Last weekend, three weeks of anxious waiting came to an end in Germany when the Social Democratic Party (SPD), in an unprecedented internal referendum, approved a coalition agreement with Chancellor Angela Merkel’s Christian Democratic Union (CDU). With the new German government sworn in on Tuesday, it is now possible to size up its key personnel and review its foreign and domestic policy agenda.
After the federal election on Sept. 22, the victorious Merkel lost her preferred coalition partner when the liberal Free Democratic Party (FDP) failed to make the 5 percent threshold for representation in the Bundestag. As a result, Merkel had to choose between her main competitor, the center-left SPD, and the divided Green Party. Given Merkel’s personality and the nature of German politics, with its primacy of stable majorities, a grand coalition between CDU and SPD had always seemed more likely. Yet the SPD—still suffering from the trauma of the previous coalition with the CDU from 2005 to 2009, in which it had been routinely upstaged and which led to the worst electoral defeat in SPD history—took the unprecedented step of putting the new coalition agreement to a vote among its members. Since defeat would have meant new elections, for the past three weeks German politics have remained in limbo, alternating between fearful anticipation and eagerness to allocate ministerial posts.

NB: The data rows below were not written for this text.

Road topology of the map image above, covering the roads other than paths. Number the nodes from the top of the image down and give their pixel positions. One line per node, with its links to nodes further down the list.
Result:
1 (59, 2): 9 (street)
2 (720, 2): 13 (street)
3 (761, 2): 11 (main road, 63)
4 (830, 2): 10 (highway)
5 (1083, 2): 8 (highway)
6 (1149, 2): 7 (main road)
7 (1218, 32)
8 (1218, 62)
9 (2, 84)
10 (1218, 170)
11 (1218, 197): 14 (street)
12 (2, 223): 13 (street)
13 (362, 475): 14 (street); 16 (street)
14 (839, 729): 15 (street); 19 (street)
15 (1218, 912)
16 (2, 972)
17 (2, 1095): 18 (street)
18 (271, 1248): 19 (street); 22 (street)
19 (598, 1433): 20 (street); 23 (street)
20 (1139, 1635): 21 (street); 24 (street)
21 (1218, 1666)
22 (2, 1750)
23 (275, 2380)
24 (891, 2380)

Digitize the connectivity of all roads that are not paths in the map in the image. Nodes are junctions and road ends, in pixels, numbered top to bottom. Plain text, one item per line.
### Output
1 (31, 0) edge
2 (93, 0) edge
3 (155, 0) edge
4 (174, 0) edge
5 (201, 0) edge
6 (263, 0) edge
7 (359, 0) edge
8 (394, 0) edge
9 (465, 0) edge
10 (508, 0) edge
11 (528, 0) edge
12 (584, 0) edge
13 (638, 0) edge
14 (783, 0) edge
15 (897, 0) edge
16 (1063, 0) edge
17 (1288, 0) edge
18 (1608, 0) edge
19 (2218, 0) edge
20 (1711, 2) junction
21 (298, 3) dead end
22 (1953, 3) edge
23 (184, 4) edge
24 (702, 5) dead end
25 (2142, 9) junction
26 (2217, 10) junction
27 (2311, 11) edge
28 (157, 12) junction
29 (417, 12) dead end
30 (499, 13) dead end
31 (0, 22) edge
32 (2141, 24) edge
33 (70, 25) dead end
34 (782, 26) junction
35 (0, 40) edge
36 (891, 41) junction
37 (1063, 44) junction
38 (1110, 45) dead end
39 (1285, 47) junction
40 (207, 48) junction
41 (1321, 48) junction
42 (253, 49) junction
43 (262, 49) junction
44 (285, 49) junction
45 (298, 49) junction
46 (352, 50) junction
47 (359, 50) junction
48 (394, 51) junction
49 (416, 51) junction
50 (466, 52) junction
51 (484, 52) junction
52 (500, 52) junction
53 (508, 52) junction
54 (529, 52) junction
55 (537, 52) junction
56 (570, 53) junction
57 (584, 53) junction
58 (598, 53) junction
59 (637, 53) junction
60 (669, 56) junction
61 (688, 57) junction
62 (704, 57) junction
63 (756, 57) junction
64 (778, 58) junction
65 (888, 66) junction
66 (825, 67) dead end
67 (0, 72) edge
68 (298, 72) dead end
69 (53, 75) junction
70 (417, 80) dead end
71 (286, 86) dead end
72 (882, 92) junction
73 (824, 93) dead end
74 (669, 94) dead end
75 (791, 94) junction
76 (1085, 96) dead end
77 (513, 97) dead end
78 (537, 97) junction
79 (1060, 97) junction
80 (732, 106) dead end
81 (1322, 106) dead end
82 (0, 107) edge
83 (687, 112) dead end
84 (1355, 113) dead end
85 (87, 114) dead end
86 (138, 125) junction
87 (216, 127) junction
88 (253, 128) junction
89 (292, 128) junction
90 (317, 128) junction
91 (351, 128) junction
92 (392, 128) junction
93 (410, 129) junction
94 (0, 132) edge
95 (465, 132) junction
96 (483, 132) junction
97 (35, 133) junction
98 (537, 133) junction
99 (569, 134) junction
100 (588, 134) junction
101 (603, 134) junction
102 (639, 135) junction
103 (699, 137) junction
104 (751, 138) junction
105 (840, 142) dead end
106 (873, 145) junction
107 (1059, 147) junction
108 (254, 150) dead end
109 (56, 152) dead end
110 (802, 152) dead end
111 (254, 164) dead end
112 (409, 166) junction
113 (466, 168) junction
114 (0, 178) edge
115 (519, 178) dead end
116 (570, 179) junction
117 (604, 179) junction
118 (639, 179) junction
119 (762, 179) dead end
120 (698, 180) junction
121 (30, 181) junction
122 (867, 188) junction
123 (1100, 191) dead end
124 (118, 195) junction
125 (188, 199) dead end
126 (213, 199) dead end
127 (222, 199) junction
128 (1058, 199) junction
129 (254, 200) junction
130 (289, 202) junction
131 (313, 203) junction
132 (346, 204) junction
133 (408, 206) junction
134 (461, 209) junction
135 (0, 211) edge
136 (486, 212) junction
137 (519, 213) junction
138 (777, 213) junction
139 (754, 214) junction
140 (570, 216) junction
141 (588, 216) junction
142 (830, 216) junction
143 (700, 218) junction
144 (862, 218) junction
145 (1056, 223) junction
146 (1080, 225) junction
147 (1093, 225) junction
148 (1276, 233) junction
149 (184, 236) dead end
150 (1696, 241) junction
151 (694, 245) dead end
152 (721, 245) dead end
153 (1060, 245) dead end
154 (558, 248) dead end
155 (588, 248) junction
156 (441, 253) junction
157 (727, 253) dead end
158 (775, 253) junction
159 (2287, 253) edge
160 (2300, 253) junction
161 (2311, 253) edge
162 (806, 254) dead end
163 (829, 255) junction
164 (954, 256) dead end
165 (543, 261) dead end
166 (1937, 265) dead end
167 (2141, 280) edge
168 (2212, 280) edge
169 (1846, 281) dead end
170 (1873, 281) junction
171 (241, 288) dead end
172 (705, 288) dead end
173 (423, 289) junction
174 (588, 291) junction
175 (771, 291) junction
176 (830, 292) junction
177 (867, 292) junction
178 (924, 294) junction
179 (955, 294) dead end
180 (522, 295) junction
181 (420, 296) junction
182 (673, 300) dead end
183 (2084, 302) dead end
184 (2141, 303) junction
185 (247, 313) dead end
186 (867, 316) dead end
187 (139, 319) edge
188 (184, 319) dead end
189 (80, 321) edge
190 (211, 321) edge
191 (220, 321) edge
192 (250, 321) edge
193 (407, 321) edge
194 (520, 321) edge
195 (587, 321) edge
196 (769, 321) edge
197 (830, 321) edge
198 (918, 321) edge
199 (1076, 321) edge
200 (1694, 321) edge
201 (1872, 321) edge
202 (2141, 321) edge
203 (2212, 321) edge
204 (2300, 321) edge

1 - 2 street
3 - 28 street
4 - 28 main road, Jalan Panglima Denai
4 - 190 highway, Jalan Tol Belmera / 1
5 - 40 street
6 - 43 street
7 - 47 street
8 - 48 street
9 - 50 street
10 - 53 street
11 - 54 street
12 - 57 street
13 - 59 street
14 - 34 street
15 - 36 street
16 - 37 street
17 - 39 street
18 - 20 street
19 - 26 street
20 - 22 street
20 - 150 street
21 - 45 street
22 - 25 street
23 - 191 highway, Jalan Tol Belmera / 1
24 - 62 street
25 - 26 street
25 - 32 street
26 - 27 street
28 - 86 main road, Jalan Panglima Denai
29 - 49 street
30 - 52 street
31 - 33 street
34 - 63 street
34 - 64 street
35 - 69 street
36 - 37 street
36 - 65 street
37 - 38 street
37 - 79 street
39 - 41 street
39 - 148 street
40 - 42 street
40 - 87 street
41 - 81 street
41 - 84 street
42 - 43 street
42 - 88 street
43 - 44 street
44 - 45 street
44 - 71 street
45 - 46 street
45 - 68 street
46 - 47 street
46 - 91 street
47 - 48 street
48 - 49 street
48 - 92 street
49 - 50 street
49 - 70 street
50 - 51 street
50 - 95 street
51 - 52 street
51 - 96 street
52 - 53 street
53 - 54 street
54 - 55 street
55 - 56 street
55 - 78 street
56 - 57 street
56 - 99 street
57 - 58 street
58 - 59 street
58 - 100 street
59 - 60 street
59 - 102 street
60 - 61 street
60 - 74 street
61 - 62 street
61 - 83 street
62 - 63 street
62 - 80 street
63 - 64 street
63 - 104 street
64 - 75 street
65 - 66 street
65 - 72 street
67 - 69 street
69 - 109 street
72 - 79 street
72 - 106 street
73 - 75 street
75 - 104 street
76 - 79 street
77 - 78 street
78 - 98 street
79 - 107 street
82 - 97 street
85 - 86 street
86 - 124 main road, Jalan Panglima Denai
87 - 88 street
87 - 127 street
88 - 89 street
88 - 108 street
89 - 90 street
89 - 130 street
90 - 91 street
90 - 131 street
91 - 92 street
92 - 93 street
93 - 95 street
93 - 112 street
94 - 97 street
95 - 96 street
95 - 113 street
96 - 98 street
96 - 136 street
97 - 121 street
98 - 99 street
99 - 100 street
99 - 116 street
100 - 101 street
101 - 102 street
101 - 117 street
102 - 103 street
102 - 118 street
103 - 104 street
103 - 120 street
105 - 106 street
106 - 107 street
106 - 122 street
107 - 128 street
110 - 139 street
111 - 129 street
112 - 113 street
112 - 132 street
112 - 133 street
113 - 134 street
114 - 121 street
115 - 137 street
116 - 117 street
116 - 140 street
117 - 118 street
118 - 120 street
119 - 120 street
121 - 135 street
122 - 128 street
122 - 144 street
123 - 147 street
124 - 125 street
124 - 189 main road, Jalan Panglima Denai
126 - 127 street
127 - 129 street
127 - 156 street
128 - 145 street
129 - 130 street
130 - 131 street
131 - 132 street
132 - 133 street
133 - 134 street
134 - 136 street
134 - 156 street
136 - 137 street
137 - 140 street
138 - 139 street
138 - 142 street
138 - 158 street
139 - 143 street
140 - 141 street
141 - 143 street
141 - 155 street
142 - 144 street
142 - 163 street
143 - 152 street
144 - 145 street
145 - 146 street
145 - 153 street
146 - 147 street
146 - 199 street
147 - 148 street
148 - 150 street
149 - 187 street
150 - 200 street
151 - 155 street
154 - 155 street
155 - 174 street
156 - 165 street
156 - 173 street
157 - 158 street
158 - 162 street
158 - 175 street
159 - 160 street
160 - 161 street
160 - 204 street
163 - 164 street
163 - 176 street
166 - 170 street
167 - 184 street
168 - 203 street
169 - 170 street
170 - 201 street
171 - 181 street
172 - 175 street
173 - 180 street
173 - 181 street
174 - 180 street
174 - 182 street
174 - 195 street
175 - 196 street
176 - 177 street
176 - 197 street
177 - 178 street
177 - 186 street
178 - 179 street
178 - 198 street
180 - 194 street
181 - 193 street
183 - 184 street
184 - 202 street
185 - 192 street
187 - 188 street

On Saturday, SPD chairman Sigmar Gabriel finally presented the results of the internal vote, which showed a surprisingly strong approval of 76 percent for the coalition agreement. This was in part due to the fact that, in the policy negotiations for the coalition, the SPD prevailed with its two core demands: to legally mandate an hourly minimum wage of $11.70 by 2017 and permit dual citizenship for children born to immigrant parents in Germany. For Gabriel, who had tied his political fate to the vote and who will serve in the new coalition as vice chancellor and minister of economics and energy, the result consolidates his supremacy in the SPD and clearly establishes him as its candidate for chancellor in 2017.